▶ EXERCISE BRIEF
What lines below contain the word "dead"? Please pull each one out.

▶ RECORDS
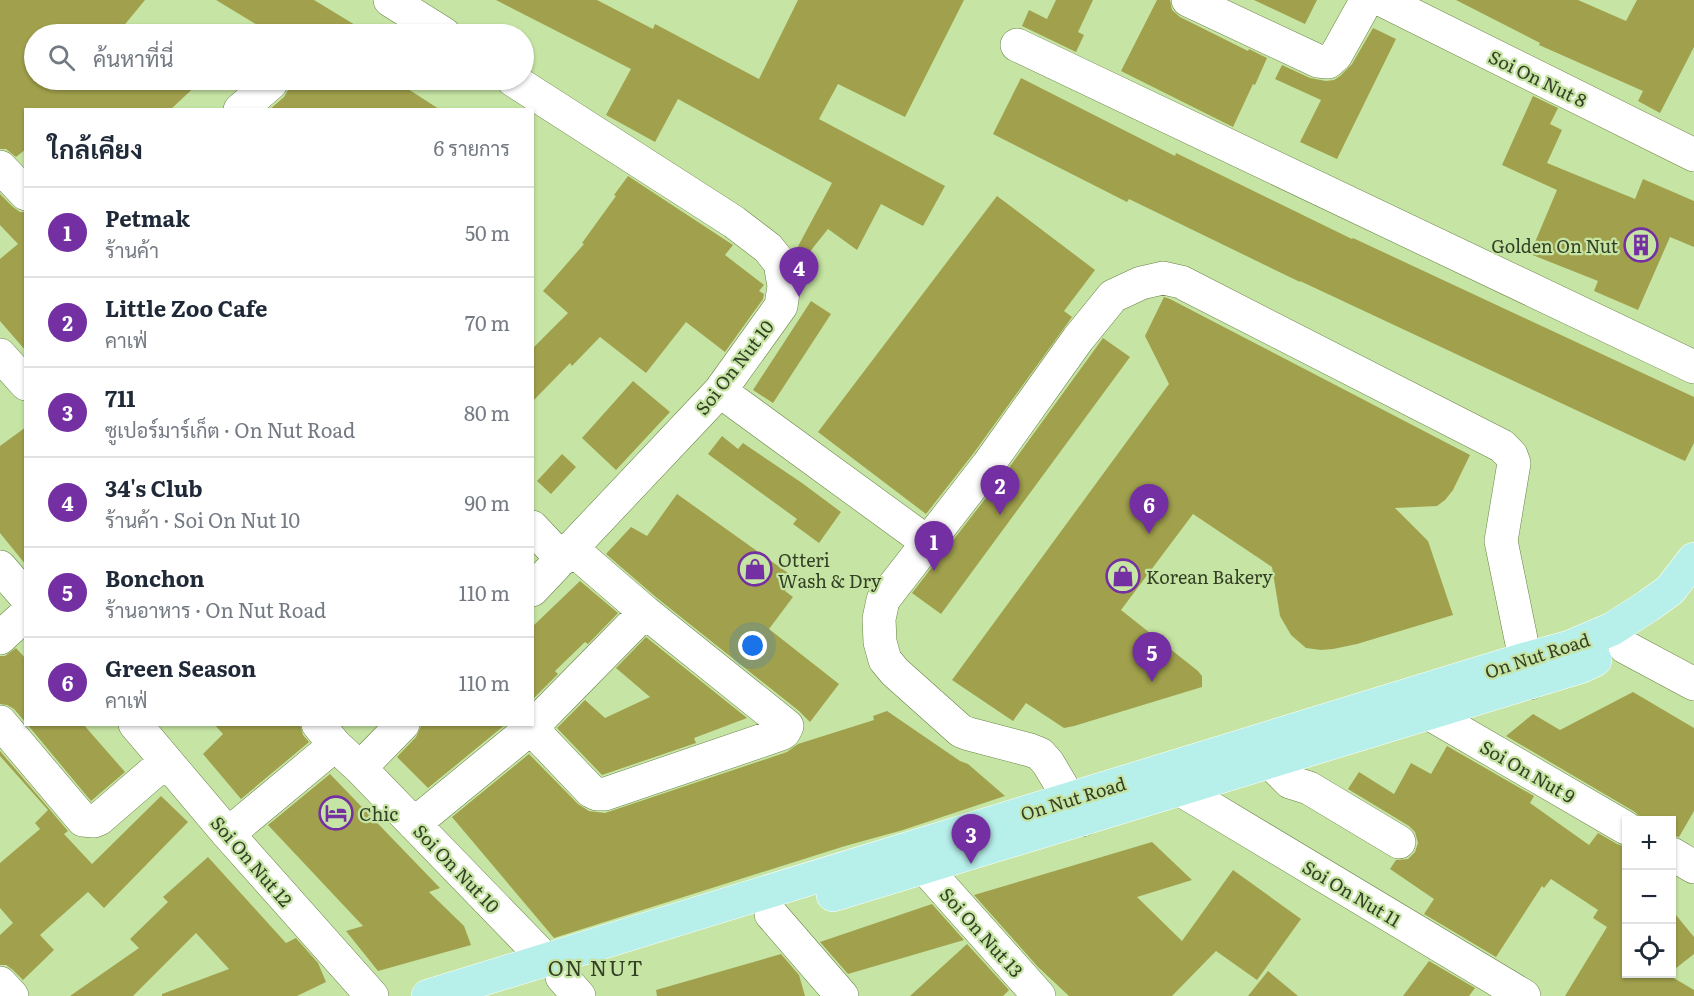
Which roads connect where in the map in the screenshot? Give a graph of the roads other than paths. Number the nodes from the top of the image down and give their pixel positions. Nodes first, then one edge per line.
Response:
1 (390, 0) edge
2 (1188, 0) edge
3 (1370, 0) edge
4 (1382, 0) edge
5 (428, 24) edge
6 (1017, 45) dead end
7 (263, 90) edge
8 (529, 90) edge
9 (242, 108) edge
10 (1694, 155) edge
11 (0, 167) edge
12 (24, 192) edge
13 (0, 355) edge
14 (1694, 367) edge
15 (24, 382) edge
16 (720, 391) junction
17 (534, 529) edge
18 (927, 542) junction
19 (567, 554) junction
20 (1694, 559) edge
21 (0, 567) edge
22 (534, 588) edge
23 (24, 595) edge
24 (1694, 596) edge
25 (645, 612) junction
26 (24, 616) edge
27 (0, 638) edge
28 (1625, 646) junction
29 (1527, 671) junction
30 (1694, 684) edge
31 (1430, 714) junction
32 (534, 721) edge
33 (0, 722) edge
34 (137, 726) edge
35 (401, 726) edge
36 (529, 726) edge
37 (327, 735) edge
38 (166, 761) junction
39 (1270, 762) junction
40 (360, 768) junction
41 (1181, 790) junction
42 (1076, 810) junction
43 (414, 824) junction
44 (1622, 826) edge
45 (228, 834) junction
46 (1399, 842) dead end
47 (1676, 857) edge
48 (1694, 867) edge
49 (926, 868) junction
50 (771, 914) junction
51 (562, 978) edge
52 (0, 983) edge
53 (12, 996) edge
54 (372, 996) edge
55 (428, 996) edge
56 (504, 996) edge
57 (842, 996) edge
58 (1039, 996) edge
59 (1524, 996) edge

1 - 5 street
2 - 3 street
4 - 10 street, Soi On Nut 8
6 - 14 street
7 - 9 street
8 - 16 street, Soi On Nut 10
11 - 12 street
13 - 15 street
16 - 18 street
16 - 19 street, Soi On Nut 10
17 - 19 street
18 - 29 street
18 - 42 street
19 - 22 street, Soi On Nut 10
19 - 25 street
20 - 29 main road, On Nut Road
21 - 23 street
24 - 28 main road, On Nut Road
25 - 32 street
25 - 36 street
26 - 27 street
28 - 29 main road, On Nut Road
28 - 30 street
29 - 31 main road, On Nut Road
29 - 42 main road, On Nut Road
31 - 39 main road, On Nut Road
31 - 44 street, Soi On Nut 9
33 - 38 street
34 - 38 street, Soi On Nut 12
35 - 40 street
36 - 43 street
37 - 40 street, Soi On Nut 10
37 - 45 street
38 - 45 street, Soi On Nut 12
39 - 41 main road, On Nut Road
39 - 46 street
40 - 43 street, Soi On Nut 10
41 - 42 main road, On Nut Road
41 - 59 street, Soi On Nut 11
42 - 49 main road, On Nut Road
42 - 51 main road, On Nut Road
43 - 51 street, Soi On Nut 10
45 - 54 street, Soi On Nut 12
47 - 48 street
49 - 50 main road, On Nut Road
49 - 58 street, Soi On Nut 13
50 - 51 main road, On Nut Road
50 - 57 street
51 - 55 main road, On Nut Road
51 - 56 main road, On Nut Road
52 - 53 street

▶ YOUR SOLUTION
6 (1017, 45) dead end
46 (1399, 842) dead end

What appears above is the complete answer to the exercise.